→ ASSIGNMENT:
An exact copy of every record below is what's needed here.

[Collected data entries]
*****

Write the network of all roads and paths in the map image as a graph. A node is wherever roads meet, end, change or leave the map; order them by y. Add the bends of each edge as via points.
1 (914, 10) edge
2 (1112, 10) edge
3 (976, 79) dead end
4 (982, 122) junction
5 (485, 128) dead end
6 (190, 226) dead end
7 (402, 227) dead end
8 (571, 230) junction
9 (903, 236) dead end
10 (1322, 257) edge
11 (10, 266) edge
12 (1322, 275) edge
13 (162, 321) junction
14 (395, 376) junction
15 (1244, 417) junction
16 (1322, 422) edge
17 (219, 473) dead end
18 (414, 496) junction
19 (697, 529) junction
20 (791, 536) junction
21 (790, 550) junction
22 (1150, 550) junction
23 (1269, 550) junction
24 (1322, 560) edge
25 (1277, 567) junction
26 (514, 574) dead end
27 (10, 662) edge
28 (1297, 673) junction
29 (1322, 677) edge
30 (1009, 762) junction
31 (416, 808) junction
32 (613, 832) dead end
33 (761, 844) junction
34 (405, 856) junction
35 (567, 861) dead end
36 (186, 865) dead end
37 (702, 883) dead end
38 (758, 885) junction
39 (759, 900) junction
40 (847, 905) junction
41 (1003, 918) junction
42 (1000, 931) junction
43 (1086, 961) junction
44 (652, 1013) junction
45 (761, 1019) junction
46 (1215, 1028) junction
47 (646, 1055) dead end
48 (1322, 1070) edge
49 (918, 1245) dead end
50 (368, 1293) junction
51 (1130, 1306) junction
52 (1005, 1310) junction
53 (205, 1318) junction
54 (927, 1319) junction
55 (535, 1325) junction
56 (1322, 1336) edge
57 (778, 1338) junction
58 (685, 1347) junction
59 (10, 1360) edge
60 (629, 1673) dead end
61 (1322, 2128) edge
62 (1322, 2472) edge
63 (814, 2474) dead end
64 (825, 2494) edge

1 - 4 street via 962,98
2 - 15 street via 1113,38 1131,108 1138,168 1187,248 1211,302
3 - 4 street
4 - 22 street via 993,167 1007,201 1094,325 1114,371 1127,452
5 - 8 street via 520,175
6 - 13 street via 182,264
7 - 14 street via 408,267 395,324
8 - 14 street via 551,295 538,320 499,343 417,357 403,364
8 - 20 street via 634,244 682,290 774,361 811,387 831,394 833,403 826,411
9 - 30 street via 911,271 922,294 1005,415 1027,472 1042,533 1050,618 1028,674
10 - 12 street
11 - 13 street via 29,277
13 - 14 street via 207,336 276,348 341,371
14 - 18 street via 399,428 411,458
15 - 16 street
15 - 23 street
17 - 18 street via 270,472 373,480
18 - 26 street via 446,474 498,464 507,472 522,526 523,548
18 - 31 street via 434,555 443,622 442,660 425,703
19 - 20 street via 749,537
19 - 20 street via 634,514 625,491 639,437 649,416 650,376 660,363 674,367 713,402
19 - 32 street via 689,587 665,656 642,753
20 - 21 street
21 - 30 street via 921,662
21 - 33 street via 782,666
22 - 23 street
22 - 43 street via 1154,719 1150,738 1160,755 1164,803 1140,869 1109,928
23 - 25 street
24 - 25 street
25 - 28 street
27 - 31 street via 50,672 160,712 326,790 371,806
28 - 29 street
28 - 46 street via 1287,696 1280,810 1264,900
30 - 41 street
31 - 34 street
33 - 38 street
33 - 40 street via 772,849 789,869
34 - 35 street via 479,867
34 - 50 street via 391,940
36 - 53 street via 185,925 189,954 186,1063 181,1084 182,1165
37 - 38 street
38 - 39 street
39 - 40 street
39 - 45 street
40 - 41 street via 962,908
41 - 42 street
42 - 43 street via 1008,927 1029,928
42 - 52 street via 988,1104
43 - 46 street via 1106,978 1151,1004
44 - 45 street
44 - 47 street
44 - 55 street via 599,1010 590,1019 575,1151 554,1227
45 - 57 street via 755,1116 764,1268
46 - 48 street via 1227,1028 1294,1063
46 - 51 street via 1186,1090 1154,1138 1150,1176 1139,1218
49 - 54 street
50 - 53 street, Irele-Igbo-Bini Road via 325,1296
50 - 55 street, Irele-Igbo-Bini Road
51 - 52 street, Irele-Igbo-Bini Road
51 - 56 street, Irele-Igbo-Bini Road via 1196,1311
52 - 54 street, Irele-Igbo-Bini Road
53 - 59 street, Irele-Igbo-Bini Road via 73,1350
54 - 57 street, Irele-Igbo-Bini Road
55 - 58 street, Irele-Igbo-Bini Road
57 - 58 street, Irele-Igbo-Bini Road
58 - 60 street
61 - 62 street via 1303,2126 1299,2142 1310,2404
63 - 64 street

*****

→ SOLUTION BELOW:
Write the network of all roads and paths in the map image as a graph. A node is wherever roads meet, end, change or leave the map; order them by y. Add the bends of each edge as via points.
1 (914, 10) edge
2 (1112, 10) edge
3 (976, 79) dead end
4 (982, 122) junction
5 (485, 128) dead end
6 (190, 226) dead end
7 (402, 227) dead end
8 (571, 230) junction
9 (903, 236) dead end
10 (1322, 257) edge
11 (10, 266) edge
12 (1322, 275) edge
13 (162, 321) junction
14 (395, 376) junction
15 (1244, 417) junction
16 (1322, 422) edge
17 (219, 473) dead end
18 (414, 496) junction
19 (697, 529) junction
20 (791, 536) junction
21 (790, 550) junction
22 (1150, 550) junction
23 (1269, 550) junction
24 (1322, 560) edge
25 (1277, 567) junction
26 (514, 574) dead end
27 (10, 662) edge
28 (1297, 673) junction
29 (1322, 677) edge
30 (1009, 762) junction
31 (416, 808) junction
32 (613, 832) dead end
33 (761, 844) junction
34 (405, 856) junction
35 (567, 861) dead end
36 (186, 865) dead end
37 (702, 883) dead end
38 (758, 885) junction
39 (759, 900) junction
40 (847, 905) junction
41 (1003, 918) junction
42 (1000, 931) junction
43 (1086, 961) junction
44 (652, 1013) junction
45 (761, 1019) junction
46 (1215, 1028) junction
47 (646, 1055) dead end
48 (1322, 1070) edge
49 (918, 1245) dead end
50 (368, 1293) junction
51 (1130, 1306) junction
52 (1005, 1310) junction
53 (205, 1318) junction
54 (927, 1319) junction
55 (535, 1325) junction
56 (1322, 1336) edge
57 (778, 1338) junction
58 (685, 1347) junction
59 (10, 1360) edge
60 (629, 1673) dead end
61 (1322, 2128) edge
62 (1322, 2472) edge
63 (814, 2474) dead end
64 (825, 2494) edge

1 - 4 street via 962,98
2 - 15 street via 1113,38 1131,108 1138,168 1187,248 1211,302
3 - 4 street
4 - 22 street via 993,167 1007,201 1094,325 1114,371 1127,452
5 - 8 street via 520,175
6 - 13 street via 182,264
7 - 14 street via 408,267 395,324
8 - 14 street via 551,295 538,320 499,343 417,357 403,364
8 - 20 street via 634,244 682,290 774,361 811,387 831,394 833,403 826,411
9 - 30 street via 911,271 922,294 1005,415 1027,472 1042,533 1050,618 1028,674
10 - 12 street
11 - 13 street via 29,277
13 - 14 street via 207,336 276,348 341,371
14 - 18 street via 399,428 411,458
15 - 16 street
15 - 23 street
17 - 18 street via 270,472 373,480
18 - 26 street via 446,474 498,464 507,472 522,526 523,548
18 - 31 street via 434,555 443,622 442,660 425,703
19 - 20 street via 749,537
19 - 20 street via 634,514 625,491 639,437 649,416 650,376 660,363 674,367 713,402
19 - 32 street via 689,587 665,656 642,753
20 - 21 street
21 - 30 street via 921,662
21 - 33 street via 782,666
22 - 23 street
22 - 43 street via 1154,719 1150,738 1160,755 1164,803 1140,869 1109,928
23 - 25 street
24 - 25 street
25 - 28 street
27 - 31 street via 50,672 160,712 326,790 371,806
28 - 29 street
28 - 46 street via 1287,696 1280,810 1264,900
30 - 41 street
31 - 34 street
33 - 38 street
33 - 40 street via 772,849 789,869
34 - 35 street via 479,867
34 - 50 street via 391,940
36 - 53 street via 185,925 189,954 186,1063 181,1084 182,1165
37 - 38 street
38 - 39 street
39 - 40 street
39 - 45 street
40 - 41 street via 962,908
41 - 42 street
42 - 43 street via 1008,927 1029,928
42 - 52 street via 988,1104
43 - 46 street via 1106,978 1151,1004
44 - 45 street
44 - 47 street
44 - 55 street via 599,1010 590,1019 575,1151 554,1227
45 - 57 street via 755,1116 764,1268
46 - 48 street via 1227,1028 1294,1063
46 - 51 street via 1186,1090 1154,1138 1150,1176 1139,1218
49 - 54 street
50 - 53 street, Irele-Igbo-Bini Road via 325,1296
50 - 55 street, Irele-Igbo-Bini Road
51 - 52 street, Irele-Igbo-Bini Road
51 - 56 street, Irele-Igbo-Bini Road via 1196,1311
52 - 54 street, Irele-Igbo-Bini Road
53 - 59 street, Irele-Igbo-Bini Road via 73,1350
54 - 57 street, Irele-Igbo-Bini Road
55 - 58 street, Irele-Igbo-Bini Road
57 - 58 street, Irele-Igbo-Bini Road
58 - 60 street
61 - 62 street via 1303,2126 1299,2142 1310,2404
63 - 64 street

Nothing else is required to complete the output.